Temos tantas maneiras de fazer uso do nosso direito de fala neste dia 08 de Março que, às vezes não sabemos ao certo de onde começar, por isso vou começar do começo, do ponto de partida, do momento em que você nasceu.
Sou sua mãe, sou mulher assim como você, e, tenho expectativas (algumas reais, outras nem tanto), em relação ao seu futuro, como todas as mães desse planeta.

Parir uma menina, tem uma responsabilidade ainda maior – não falo em termos de amor – falo em termos de igualdade.

Desde sempre, a cada dia, me corrijo e me policio para não repetir o machismo intrínseco que me foi passado por gerações, a cada conflito entre você e seu irmão, procuro analisar se agi por impulso, justiça ou puro machismo.
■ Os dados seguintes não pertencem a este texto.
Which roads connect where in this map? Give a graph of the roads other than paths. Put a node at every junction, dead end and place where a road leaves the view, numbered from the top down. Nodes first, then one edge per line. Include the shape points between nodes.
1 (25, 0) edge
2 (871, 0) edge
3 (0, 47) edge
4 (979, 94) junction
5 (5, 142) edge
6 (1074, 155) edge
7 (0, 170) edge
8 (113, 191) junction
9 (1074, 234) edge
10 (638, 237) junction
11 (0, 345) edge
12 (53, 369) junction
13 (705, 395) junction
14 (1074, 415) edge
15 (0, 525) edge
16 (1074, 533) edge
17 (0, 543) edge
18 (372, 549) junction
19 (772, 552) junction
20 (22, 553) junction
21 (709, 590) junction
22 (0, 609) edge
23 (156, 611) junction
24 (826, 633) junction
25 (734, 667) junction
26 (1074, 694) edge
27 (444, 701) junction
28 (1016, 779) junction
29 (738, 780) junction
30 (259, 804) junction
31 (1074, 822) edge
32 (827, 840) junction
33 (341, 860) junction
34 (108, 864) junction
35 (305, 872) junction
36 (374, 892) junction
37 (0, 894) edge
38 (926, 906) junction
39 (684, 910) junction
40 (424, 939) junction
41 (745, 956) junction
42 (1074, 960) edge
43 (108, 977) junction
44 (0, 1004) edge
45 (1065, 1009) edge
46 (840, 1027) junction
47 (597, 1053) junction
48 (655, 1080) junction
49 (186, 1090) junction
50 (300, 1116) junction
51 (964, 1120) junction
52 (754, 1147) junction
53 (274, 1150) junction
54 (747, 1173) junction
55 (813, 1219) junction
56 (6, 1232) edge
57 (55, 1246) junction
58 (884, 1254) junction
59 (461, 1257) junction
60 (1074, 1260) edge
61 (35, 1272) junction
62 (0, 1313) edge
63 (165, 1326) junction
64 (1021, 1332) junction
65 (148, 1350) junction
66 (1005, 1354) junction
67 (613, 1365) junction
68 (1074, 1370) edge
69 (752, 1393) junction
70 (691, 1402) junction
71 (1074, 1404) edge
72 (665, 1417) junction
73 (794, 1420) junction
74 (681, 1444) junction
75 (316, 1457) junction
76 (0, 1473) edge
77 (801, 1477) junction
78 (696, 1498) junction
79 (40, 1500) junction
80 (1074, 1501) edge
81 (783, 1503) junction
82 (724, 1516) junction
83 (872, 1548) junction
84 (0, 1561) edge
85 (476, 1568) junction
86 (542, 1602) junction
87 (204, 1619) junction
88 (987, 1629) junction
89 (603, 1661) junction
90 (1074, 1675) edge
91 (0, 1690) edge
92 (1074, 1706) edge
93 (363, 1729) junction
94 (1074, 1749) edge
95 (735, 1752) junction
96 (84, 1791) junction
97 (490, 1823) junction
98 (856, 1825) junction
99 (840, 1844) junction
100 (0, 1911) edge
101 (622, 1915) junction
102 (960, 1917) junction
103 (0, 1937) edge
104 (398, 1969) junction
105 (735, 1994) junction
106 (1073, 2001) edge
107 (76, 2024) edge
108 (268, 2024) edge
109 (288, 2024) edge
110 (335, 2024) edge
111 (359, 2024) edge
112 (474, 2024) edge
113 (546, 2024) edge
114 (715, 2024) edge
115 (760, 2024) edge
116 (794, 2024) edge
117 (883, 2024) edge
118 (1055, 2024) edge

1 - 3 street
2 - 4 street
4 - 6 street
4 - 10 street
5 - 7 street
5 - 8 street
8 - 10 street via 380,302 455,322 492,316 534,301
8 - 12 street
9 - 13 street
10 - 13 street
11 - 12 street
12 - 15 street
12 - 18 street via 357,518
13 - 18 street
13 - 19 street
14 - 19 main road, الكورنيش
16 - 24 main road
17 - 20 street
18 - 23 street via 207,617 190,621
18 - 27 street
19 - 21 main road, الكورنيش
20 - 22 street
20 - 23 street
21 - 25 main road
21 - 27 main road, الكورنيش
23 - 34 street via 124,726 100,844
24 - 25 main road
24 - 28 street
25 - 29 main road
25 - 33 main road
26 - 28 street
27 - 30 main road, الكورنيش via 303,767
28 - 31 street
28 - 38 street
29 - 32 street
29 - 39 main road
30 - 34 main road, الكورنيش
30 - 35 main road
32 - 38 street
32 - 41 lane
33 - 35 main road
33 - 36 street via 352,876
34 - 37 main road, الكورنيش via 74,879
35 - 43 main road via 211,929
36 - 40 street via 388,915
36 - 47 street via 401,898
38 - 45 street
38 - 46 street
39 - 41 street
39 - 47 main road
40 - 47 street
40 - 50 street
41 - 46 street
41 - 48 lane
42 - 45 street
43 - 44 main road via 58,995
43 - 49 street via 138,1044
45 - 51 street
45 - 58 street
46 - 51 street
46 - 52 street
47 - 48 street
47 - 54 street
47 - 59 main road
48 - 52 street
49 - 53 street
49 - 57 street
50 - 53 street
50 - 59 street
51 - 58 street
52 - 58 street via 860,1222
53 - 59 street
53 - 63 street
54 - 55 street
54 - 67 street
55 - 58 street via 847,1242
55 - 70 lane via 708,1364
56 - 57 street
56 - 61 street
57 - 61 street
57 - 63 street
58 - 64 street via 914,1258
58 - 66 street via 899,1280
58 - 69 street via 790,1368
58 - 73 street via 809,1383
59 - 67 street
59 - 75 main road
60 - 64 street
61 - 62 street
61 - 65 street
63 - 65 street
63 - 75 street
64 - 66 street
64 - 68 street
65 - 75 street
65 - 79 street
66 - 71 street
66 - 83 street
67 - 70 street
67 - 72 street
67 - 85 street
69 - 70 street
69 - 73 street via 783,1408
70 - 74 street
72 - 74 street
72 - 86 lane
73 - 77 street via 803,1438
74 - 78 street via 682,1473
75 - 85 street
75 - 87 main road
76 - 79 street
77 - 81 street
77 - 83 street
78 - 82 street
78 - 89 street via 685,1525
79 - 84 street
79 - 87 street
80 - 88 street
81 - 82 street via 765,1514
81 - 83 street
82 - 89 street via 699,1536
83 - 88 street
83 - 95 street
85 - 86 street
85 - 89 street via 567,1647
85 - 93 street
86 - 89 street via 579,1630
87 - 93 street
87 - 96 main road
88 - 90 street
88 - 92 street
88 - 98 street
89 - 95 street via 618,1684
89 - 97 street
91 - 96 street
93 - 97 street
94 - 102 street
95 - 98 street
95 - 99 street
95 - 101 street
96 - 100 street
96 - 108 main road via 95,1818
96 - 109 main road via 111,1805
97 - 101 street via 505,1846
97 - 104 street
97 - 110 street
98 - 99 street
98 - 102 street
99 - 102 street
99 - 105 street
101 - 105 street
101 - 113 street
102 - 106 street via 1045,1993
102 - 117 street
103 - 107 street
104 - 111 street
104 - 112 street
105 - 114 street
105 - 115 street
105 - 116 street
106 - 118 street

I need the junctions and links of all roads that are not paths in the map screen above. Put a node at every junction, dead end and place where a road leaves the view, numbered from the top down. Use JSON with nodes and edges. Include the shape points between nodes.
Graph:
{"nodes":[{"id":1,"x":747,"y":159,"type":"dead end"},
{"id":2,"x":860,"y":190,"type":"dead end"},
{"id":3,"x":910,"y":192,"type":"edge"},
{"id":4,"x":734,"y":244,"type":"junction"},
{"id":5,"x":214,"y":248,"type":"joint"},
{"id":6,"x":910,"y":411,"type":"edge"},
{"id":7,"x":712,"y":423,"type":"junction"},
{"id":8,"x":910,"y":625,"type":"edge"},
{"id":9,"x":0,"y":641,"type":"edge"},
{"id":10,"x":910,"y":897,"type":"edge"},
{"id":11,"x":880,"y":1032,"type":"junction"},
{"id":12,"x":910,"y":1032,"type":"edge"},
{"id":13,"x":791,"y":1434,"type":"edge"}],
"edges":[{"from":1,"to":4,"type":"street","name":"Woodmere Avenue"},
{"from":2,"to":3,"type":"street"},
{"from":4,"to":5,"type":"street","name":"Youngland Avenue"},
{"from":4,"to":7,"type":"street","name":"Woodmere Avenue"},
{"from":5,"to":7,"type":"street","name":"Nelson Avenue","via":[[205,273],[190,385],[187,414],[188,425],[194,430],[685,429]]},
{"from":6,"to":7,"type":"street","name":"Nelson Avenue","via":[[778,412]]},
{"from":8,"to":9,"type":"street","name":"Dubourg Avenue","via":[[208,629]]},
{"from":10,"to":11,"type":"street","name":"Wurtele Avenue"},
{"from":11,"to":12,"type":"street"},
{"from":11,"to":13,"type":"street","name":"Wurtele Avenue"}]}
Sou uma feminista em desconstrução, por isso meus antigos hábitos, por vezes me enganam, me dão aquela rasteira marota, o costume é como um vício à espreita.

Fazer de você uma mulher, vai muito além do velho clichê, ele esbarra com a dura realidade da nossa sociedade. Lutar por inclusão, por igualdade e por respeito ✊ é o meu norte, passar esse legado pra você de uma maneira equilibrada, assertiva e justa, é a minha meta.

Eu não te transformo, é você quem se transforma através dos meus exemplos e dos exemplos da sociedade, por isso reflita até onde eles se encaixam nas suas verdades. Não abandone um sonho pelo seu gênero, não tema a fala agressiva da falsa superioridade deste mesmo, e, principalmente nao recue, siga sempre em frente.

Hoje, as questões sobre o feminino e feminismo estão a nossa disposição, se você pode mais, reconheça seus privilégios e tenha empatia pelas mulheres que não os tem. Lute por elas, por nós e por você. Não esmoreça se parecer difícil, tome um fôlego e continue…o mundo precisa da mulher que vive dentro de você!